* [EXERCISE DETAILS]: List each line of the data that holds the string "LANE".

Saved entries:
-=-=-

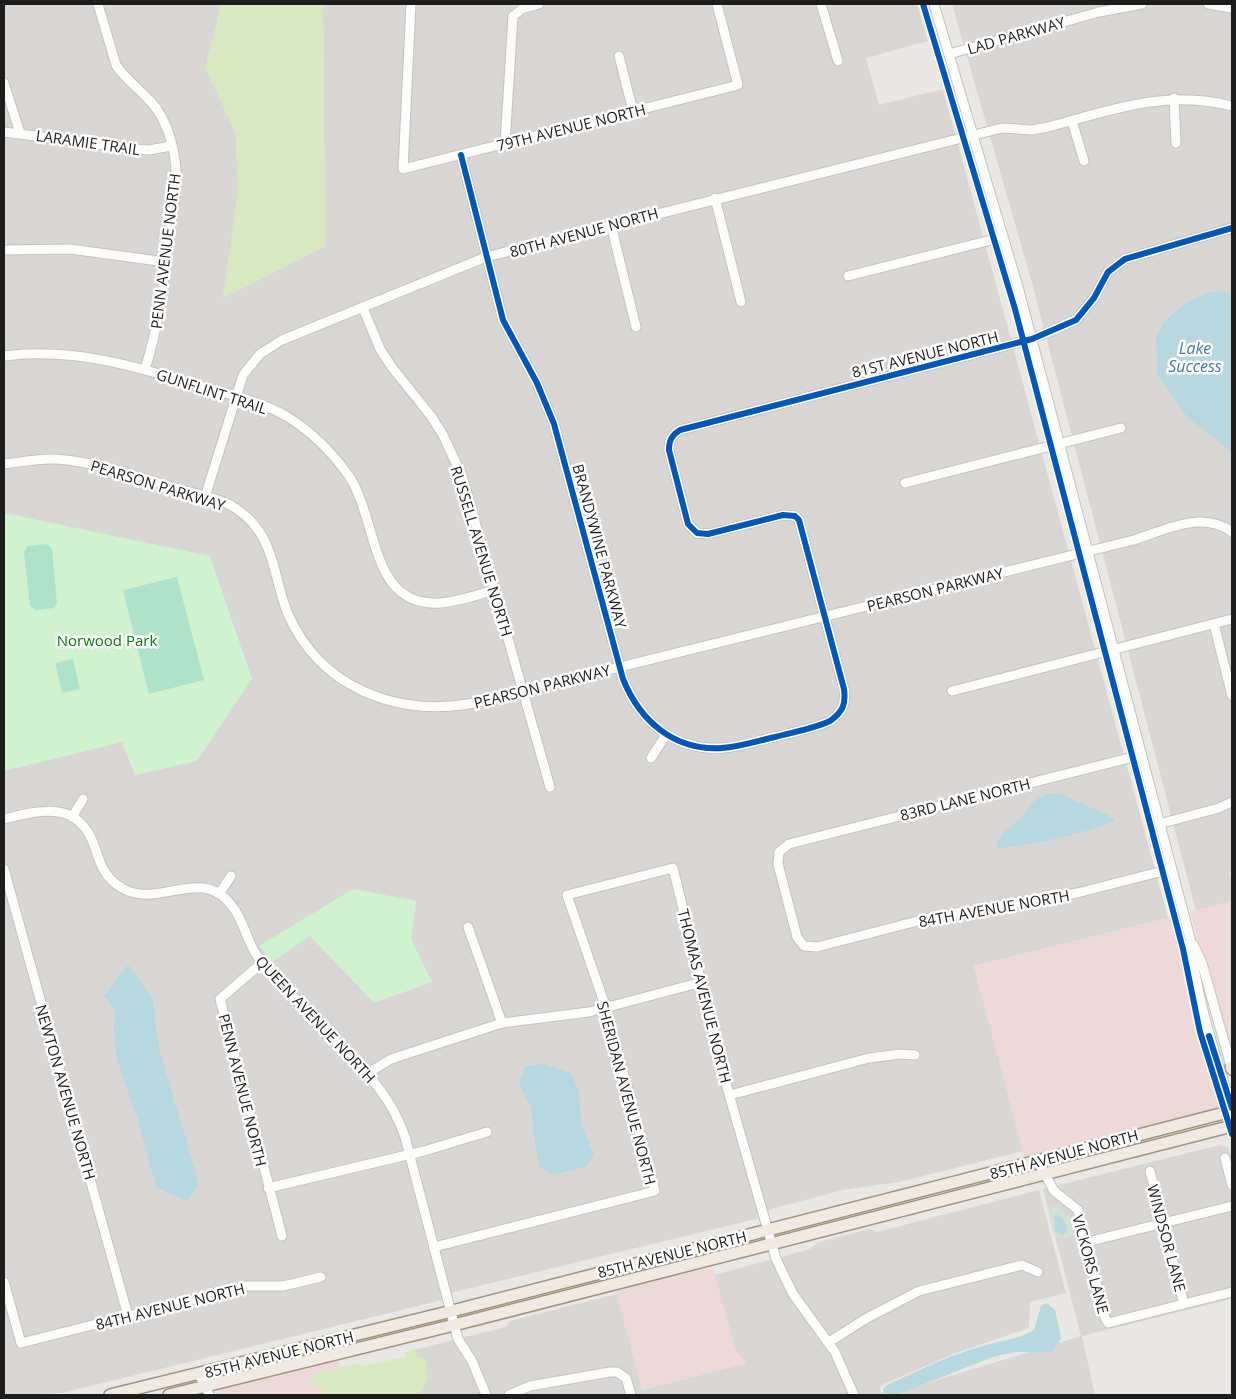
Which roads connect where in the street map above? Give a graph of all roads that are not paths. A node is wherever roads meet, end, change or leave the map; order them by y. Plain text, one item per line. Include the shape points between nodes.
1 (98, 4) edge
2 (411, 4) edge
3 (539, 4) edge
4 (717, 4) edge
5 (821, 4) edge
6 (934, 4) edge
7 (1142, 4) edge
8 (1208, 4) edge
9 (1232, 8) edge
10 (949, 54) junction
11 (619, 56) dead end
12 (838, 61) dead end
13 (4, 84) edge
14 (1174, 98) junction
15 (1232, 106) edge
16 (634, 111) junction
17 (1072, 121) junction
18 (4, 132) edge
19 (20, 133) junction
20 (973, 135) junction
21 (1176, 143) dead end
22 (505, 144) junction
23 (171, 146) junction
24 (461, 155) junction
25 (1084, 161) dead end
26 (715, 198) junction
27 (611, 225) junction
28 (1232, 228) edge
29 (1003, 237) junction
30 (4, 250) edge
31 (486, 257) junction
32 (166, 262) junction
33 (848, 276) dead end
34 (741, 302) dead end
35 (363, 308) junction
36 (636, 327) dead end
37 (1032, 339) junction
38 (4, 356) edge
39 (145, 369) junction
40 (236, 396) junction
41 (1121, 428) dead end
42 (1059, 444) junction
43 (4, 464) edge
44 (905, 483) dead end
45 (205, 497) junction
46 (1232, 532) edge
47 (1088, 552) junction
48 (495, 590) junction
49 (825, 615) junction
50 (1232, 619) edge
51 (1214, 624) junction
52 (1114, 651) junction
53 (620, 667) junction
54 (523, 691) junction
55 (952, 691) dead end
56 (1232, 696) edge
57 (666, 735) junction
58 (1141, 755) junction
59 (650, 758) dead end
60 (550, 787) dead end
61 (83, 799) dead end
62 (1232, 802) edge
63 (72, 817) junction
64 (4, 819) edge
65 (1159, 824) junction
66 (4, 869) edge
67 (1171, 869) junction
68 (231, 876) dead end
69 (219, 894) junction
70 (567, 895) joint
71 (468, 927) dead end
72 (1190, 938) junction
73 (817, 947) joint
74 (263, 962) junction
75 (702, 982) junction
76 (606, 1008) junction
77 (502, 1022) junction
78 (915, 1056) dead end
79 (1232, 1069) edge
80 (368, 1073) junction
81 (730, 1095) junction
82 (1232, 1109) edge
83 (1232, 1126) edge
84 (488, 1132) dead end
85 (410, 1154) junction
86 (1225, 1158) dead end
87 (1038, 1161) junction
88 (1150, 1171) dead end
89 (1046, 1173) junction
90 (1232, 1185) edge
91 (268, 1188) junction
92 (1232, 1206) edge
93 (1162, 1223) junction
94 (768, 1230) junction
95 (282, 1236) dead end
96 (1087, 1242) junction
97 (772, 1244) junction
98 (434, 1247) junction
99 (1038, 1272) dead end
100 (321, 1277) dead end
101 (4, 1282) edge
102 (1232, 1292) edge
103 (1184, 1304) junction
104 (452, 1311) junction
105 (128, 1316) junction
106 (454, 1325) junction
107 (829, 1342) junction
108 (198, 1374) junction
109 (202, 1391) edge
110 (110, 1395) edge
111 (169, 1395) edge
112 (486, 1395) edge
113 (509, 1395) edge
114 (631, 1395) edge
115 (854, 1395) edge

1 - 23 street, PENN AVENUE NORTH via 116,65 157,109
2 - 24 street, 79TH AVENUE NORTH via 403,169
3 - 22 street via 522,9 513,16
4 - 16 street, 79TH AVENUE NORTH via 738,85
5 - 12 street
6 - 10 street
7 - 10 street, LAD PARKWAY via 1100,12
8 - 9 street
10 - 20 street
11 - 16 street
13 - 19 street
14 - 15 street, 80TH AVENUE NORTH
14 - 17 street, 80TH AVENUE NORTH via 1148,100
14 - 21 street
16 - 22 street, 79TH AVENUE NORTH
17 - 20 street, 80TH AVENUE NORTH via 1032,130 1002,128
17 - 25 street
18 - 19 street, LARAMIE TRAIL
19 - 23 street, LARAMIE TRAIL via 148,150
20 - 26 street, 80TH AVENUE NORTH
20 - 29 street
22 - 24 street, 79TH AVENUE NORTH
23 - 32 street, PENN AVENUE NORTH via 177,176
24 - 31 street, BRANDYWINE PARKWAY
26 - 27 street, 80TH AVENUE NORTH
26 - 34 street
27 - 31 street, 80TH AVENUE NORTH
27 - 36 street
28 - 37 street, 81ST AVENUE NORTH via 1124,259 1108,272 1094,298 1076,320
29 - 33 street
29 - 37 street
30 - 32 street via 70,249
31 - 35 street, 80TH AVENUE NORTH
31 - 53 street, BRANDYWINE PARKWAY via 503,320 538,383 554,424
32 - 39 street, PENN AVENUE NORTH via 156,327
35 - 40 street, 80TH AVENUE NORTH via 270,346 250,364
35 - 48 street, RUSSELL AVENUE NORTH via 387,361 431,416 453,455 469,497
37 - 42 street
37 - 49 street, 81ST AVENUE NORTH via 680,430 670,440 669,450 688,524 697,533 708,534 784,515 795,516 802,525
38 - 39 street, GUNFLINT TRAIL via 33,353 82,356
39 - 40 street, GUNFLINT TRAIL
40 - 45 street, 80TH AVENUE NORTH
40 - 48 street, GUNFLINT TRAIL via 285,416 329,451 358,492 382,565 402,593 423,603 436,604
41 - 42 street
42 - 44 street
42 - 47 street
43 - 45 street, PEARSON PARKWAY via 32,459 80,462 104,466
45 - 54 street, PEARSON PARKWAY via 230,506 255,525 300,635 346,682 386,701 430,708 452,707
46 - 47 street, PEARSON PARKWAY via 1210,522 1192,522
47 - 49 street, PEARSON PARKWAY
47 - 52 street
48 - 54 street, RUSSELL AVENUE NORTH
49 - 53 street, PEARSON PARKWAY
49 - 57 street, BRANDYWINE PARKWAY via 844,688 842,711 830,721 723,748 690,745
50 - 51 street
51 - 52 street
51 - 56 street
52 - 55 street
52 - 58 street
53 - 54 street, PEARSON PARKWAY
53 - 57 street, BRANDYWINE PARKWAY via 637,708
54 - 60 street, RUSSELL AVENUE NORTH
57 - 59 street
58 - 65 street
58 - 73 street, 83RD LANE NORTH via 789,844 780,852 778,864 797,936 804,946
61 - 63 street
62 - 65 street
63 - 64 street, QUEEN AVENUE NORTH via 53,810
63 - 69 street, QUEEN AVENUE NORTH via 90,834 103,871 122,888 146,895 194,886
65 - 67 street
66 - 105 street, NEWTON AVENUE NORTH
67 - 72 street
67 - 73 street, 84TH AVENUE NORTH via 1077,893 933,917
68 - 69 street
69 - 74 street, QUEEN AVENUE NORTH via 233,906 251,947
70 - 75 street, THOMAS AVENUE NORTH via 673,868
70 - 76 street, SHERIDAN AVENUE NORTH
71 - 77 street
72 - 79 street via 1202,963
72 - 82 street via 1207,1030
74 - 80 street, QUEEN AVENUE NORTH
74 - 91 street, PENN AVENUE NORTH via 220,999
75 - 76 street
75 - 81 street, THOMAS AVENUE NORTH
76 - 77 street
76 - 98 street, SHERIDAN AVENUE NORTH via 655,1191
77 - 80 street via 391,1059
78 - 81 street via 900,1054 869,1058
80 - 85 street, QUEEN AVENUE NORTH via 393,1106
81 - 94 street, THOMAS AVENUE NORTH
82 - 87 main road, 85TH AVENUE NORTH
83 - 89 main road, 85TH AVENUE NORTH
84 - 85 street
85 - 91 street
85 - 98 street, QUEEN AVENUE NORTH
86 - 90 street
87 - 89 street, VICKORS LANE
87 - 94 main road, 85TH AVENUE NORTH
88 - 93 street, WINDSOR LANE
89 - 96 street, VICKORS LANE via 1054,1191 1078,1210
89 - 97 main road, 85TH AVENUE NORTH
91 - 95 street, PENN AVENUE NORTH
92 - 93 street
93 - 96 street
93 - 103 street, WINDSOR LANE
94 - 97 street, THOMAS AVENUE NORTH
94 - 104 main road, 85TH AVENUE NORTH
96 - 103 street, VICKORS LANE via 1108,1323
97 - 106 main road, 85TH AVENUE NORTH
97 - 107 street, THOMAS AVENUE NORTH via 793,1294
98 - 104 street, QUEEN AVENUE NORTH
99 - 107 street via 1022,1265 919,1291
100 - 105 street, 84TH AVENUE NORTH via 283,1286 247,1286
101 - 105 street, 84TH AVENUE NORTH via 21,1343
102 - 103 street
104 - 106 street, QUEEN AVENUE NORTH
104 - 108 main road, 85TH AVENUE NORTH
106 - 109 main road, 85TH AVENUE NORTH
106 - 112 street, QUEEN AVENUE NORTH
107 - 115 street, THOMAS AVENUE NORTH
108 - 109 street
108 - 110 main road, 85TH AVENUE NORTH
109 - 111 main road, 85TH AVENUE NORTH
113 - 114 street via 530,1386 617,1372 626,1378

-=-=-

* [OUTPUT FOR THIS EXERCISE]:
58 - 73 street, 83RD LANE NORTH via 789,844 780,852 778,864 797,936 804,946
87 - 89 street, VICKORS LANE
88 - 93 street, WINDSOR LANE
89 - 96 street, VICKORS LANE via 1054,1191 1078,1210
93 - 103 street, WINDSOR LANE
96 - 103 street, VICKORS LANE via 1108,1323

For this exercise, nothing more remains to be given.